The most frequent charge levelled against the CPP is that of corruption, and even to the casual observer it would seem that many Government functionaries live in a style remote from that made possible by their salaries. By the time I visited Ghana it was said that no man could expect to get on the short list for any Government appointment without a scale payment ‘to the party funds’, while a British senior police official who was staying on, admitted that the length of his service probably depended entirely on how soon it was before he received an order to turn a blind eye on the misdoings of someone in a high place. This general corruption in African politics is excused, even defended, by some observers, on the ground that it is strictly in line with the ancient tradition of the country. Every formal human contact calls for its appropriate offering. When a man leaves on a journey all his friends make him a gift, however trivial, and when he returns he will be welcomed with another small offering. The successful conclusion, in the old days, of an initiatory stage in the bush-school was signalled by a shower of congratulatory presents. A girl expected to receive tributes of beads and cosmetics not only for her wedding, but when she was officially recognised as marriageable. No dispute could be brought for a chief’s adjudication without a ‘mark of respect’ being offered by both parties in the case. One of the worst torments of African travel until very recently arose out of this necessity of ‘dashing’ every chief one visited on one’s travels, and the problem of disposal of the livestock one was frequently ‘dashed’ in return. When I once paid a courtesy call on an important dignitary living in a remote part of the country where the old way of life was still followed, I was startled after we had shaken hands to be told by the chief that he could not receive me, ‘without warning’. What he meant by this was that I had not given him time to find a suitable ‘dash’, and our meeting must therefore be considered as without official existence. It also meant that the two bottles of beer I had brought for him could not be decently handed over until I had gone. These are the usages of highly complicated civilisation; they are all-pervasive, and when – as at present – the old order breaks down and politicians take over from the chiefs, nothing is easier than the transition in almost imperceptible stages from the ceremonial gift to the outright bribe.
The official jollifications that took place in March 1957 in Accra, it should be stressed, celebrated in reality a situation virtually in existence since Nkrumah became Prime Minister in 1952, so that by the time I visited Ghana the country had been to all intents and purposes independent for several years. The formal take-over was accompanied by all the public junketings one would have expected, but as these were not particularly characteristic of West Africa, I took the opportunity two days before Independence Day to go on a sightseeing trip outside Accra. Hiring a taxi I drove to Ho, capital of Togoland, a hundred miles away. Although it had been feared that the Ashanti minority – many of them were opposed to union with Ghana – might cause trouble at this historic moment, it was in Togoland, in fact, where rioting was actually going on, and to which troops had been sent.

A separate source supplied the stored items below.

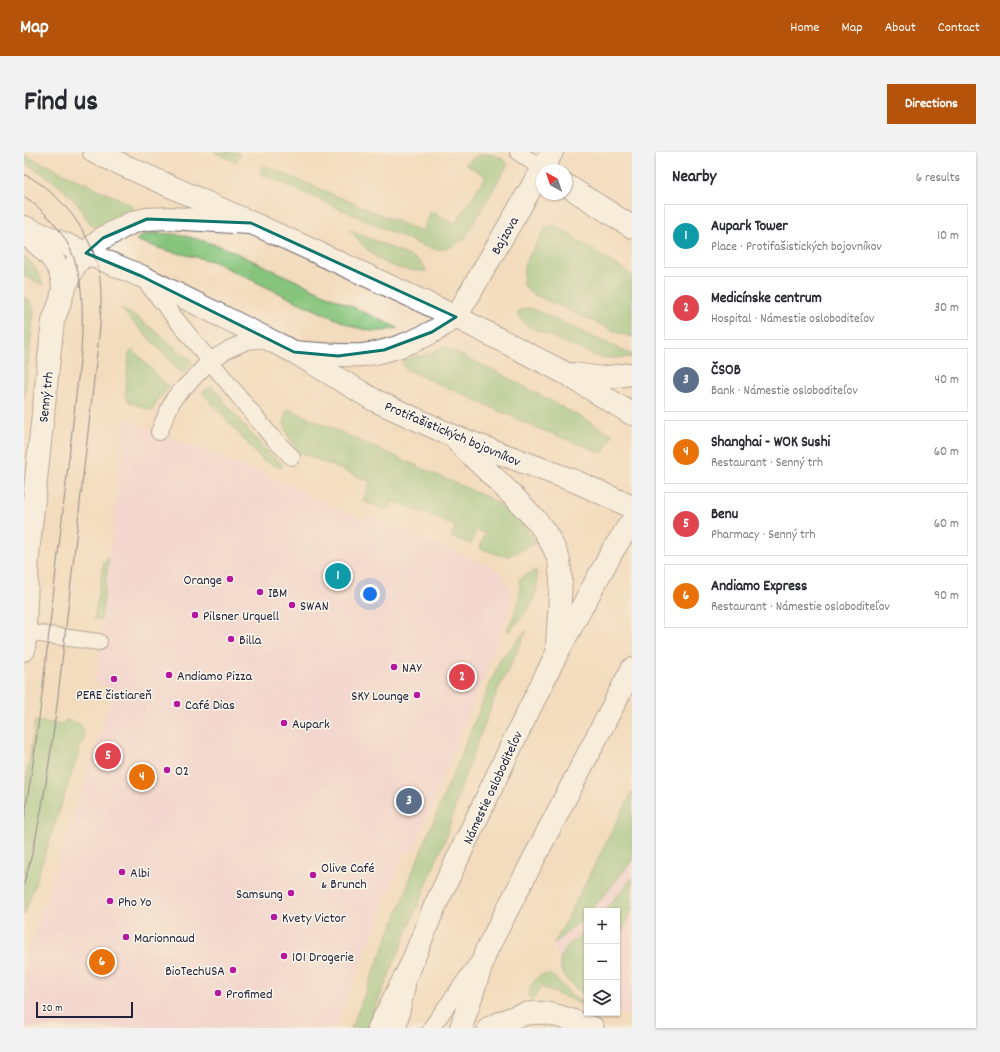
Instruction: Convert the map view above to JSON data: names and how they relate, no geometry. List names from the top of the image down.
{
  "streets": {
    "street": [
      "Bajzova",
      "Senný trh",
      "Protifašistických bojovníkov",
      "Námestie osloboditeľov"
    ]
  },
  "crossings": [
    ["Bajzova", "Protifašistických bojovníkov"]
  ],
  "places": [
    "Orange",
    "IBM",
    "SWAN",
    "Pilsner Urquell",
    "Billa",
    "NAY",
    "Andiamo Pizza",
    "PERE čistiareň",
    "SKY Lounge",
    "Café Dias",
    "Aupark",
    "O2",
    "Albi",
    "Olive Café & Brunch",
    "Samsung",
    "Pho Yo",
    "Kvety Victor",
    "Marionnaud",
    "101 Drogerie",
    "BioTechUSA",
    "Profimed"
  ],
  "scale_bar": "20 m",
  "north": "top left",
  "page": {
    "header": "Map",
    "nav": [
      "Home",
      "Map",
      "About",
      "Contact"
    ],
    "title": "Find us",
    "buttons": "Directions",
    "heading": ["Nearby", "6 results"],
    "list": [
      {
        "mark": "1",
        "name": "Aupark Tower",
        "note": "Place · Protifašistických bojovníkov",
        "value": "10 m"
      },
      {
        "mark": "2",
        "name": "Medicínske centrum",
        "note": "Hospital · Námestie osloboditeľov",
        "value": "30 m"
      },
      {
        "mark": "3",
        "name": "ČSOB",
        "note": "Bank · Námestie osloboditeľov",
        "value": "40 m"
      },
      {
        "mark": "4",
        "name": "Shanghai - WOK Sushi",
        "note": "Restaurant · Senný trh",
        "value": "60 m"
      },
      {
        "mark": "5",
        "name": "Benu",
        "note": "Pharmacy · Senný trh",
        "value": "60 m"
      },
      {
        "mark": "6",
        "name": "Andiamo Express",
        "note": "Restaurant · Námestie osloboditeľov",
        "value": "90 m"
      }
    ],
    "pins": [
      "1",
      "2",
      "5",
      "4",
      "3",
      "6"
    ],
    "map_buttons": ["+", "−"],
    "scale": "20 m"
  }
}
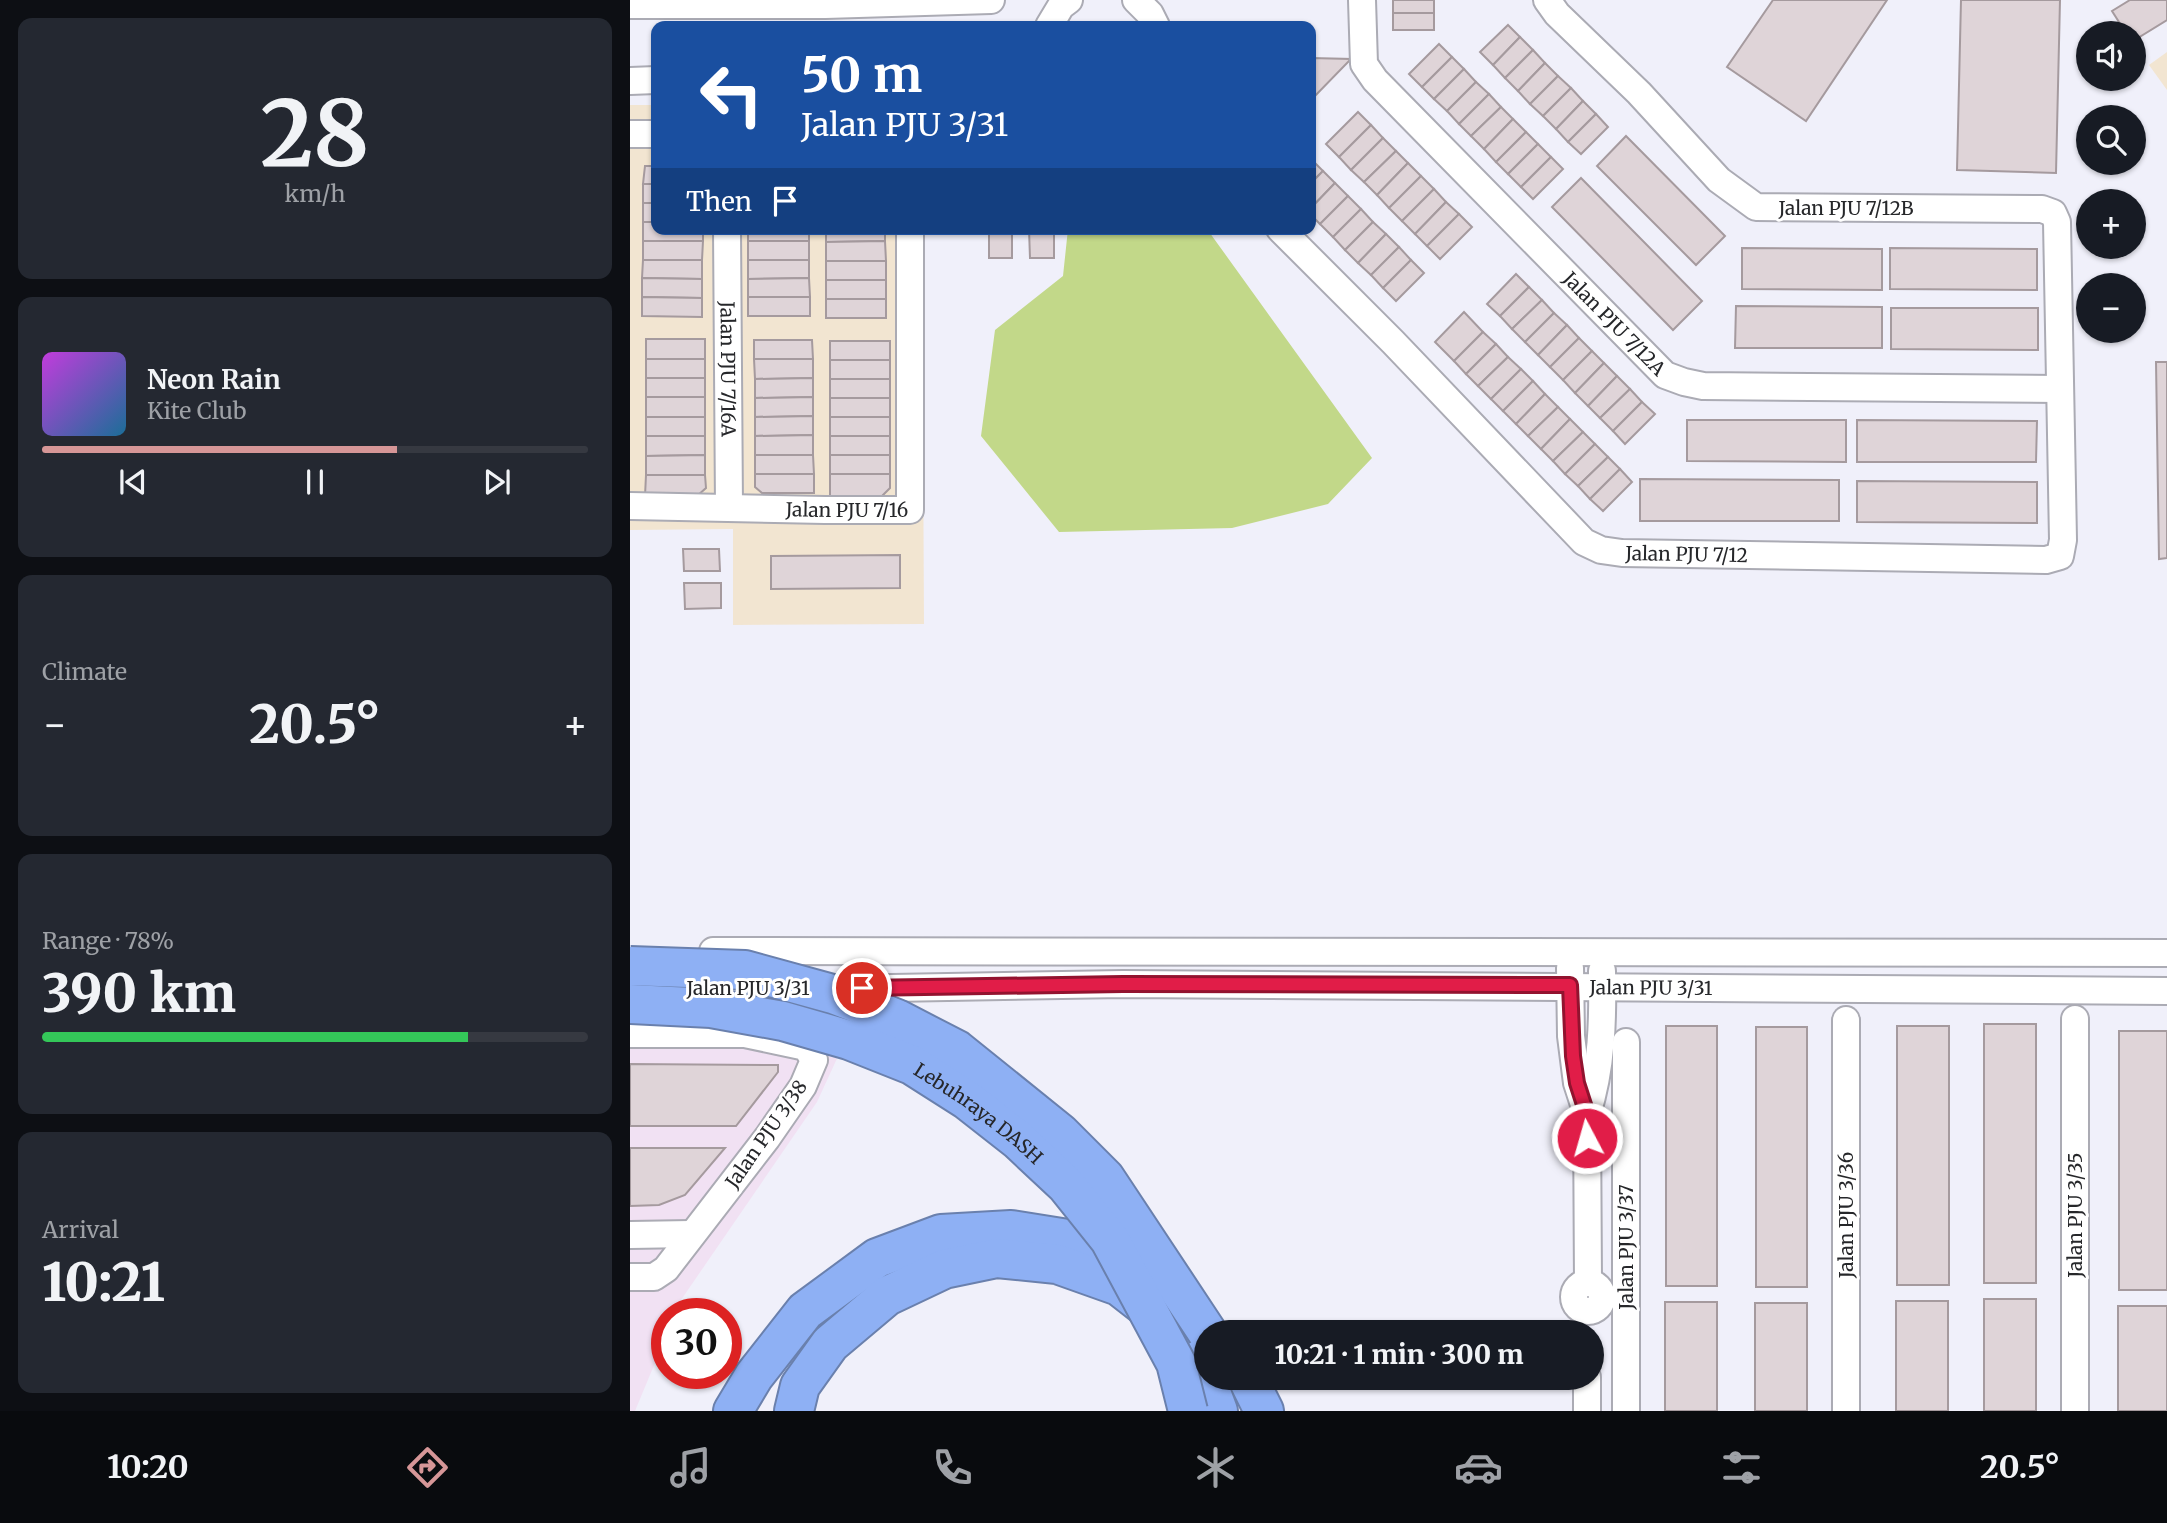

This particular day turned out to be a coolish one. We drove eastwards from Accra along a good asphalted road, shortly, as the road left the coast, entering the rainforest belt. Here opulent woods replaced the parched scrub-lands of the coastal areas. There were frequent giant ant-hills by the roadside, pinnacled like Rhine castles painted in the background of German old masters. I was disappointed to see no animals, no flowers except a few meagre daisies growing in the verges, and no birds but turtledoves and an occasional lean dishevelled-looking hornbill. The African native’s access to firearms has brought about the virtual extermination of all edible animal species in the Gold Coast. It turned out indeed to be a great day in the driver’s life, when later in the trip a hunter offered us a large cane rat – practically the only form of game obtainable in these days. The price asked for this animal was twenty-five shillings. The driver beat the man down to fifteen shillings and told me that it was a bargain at that figure.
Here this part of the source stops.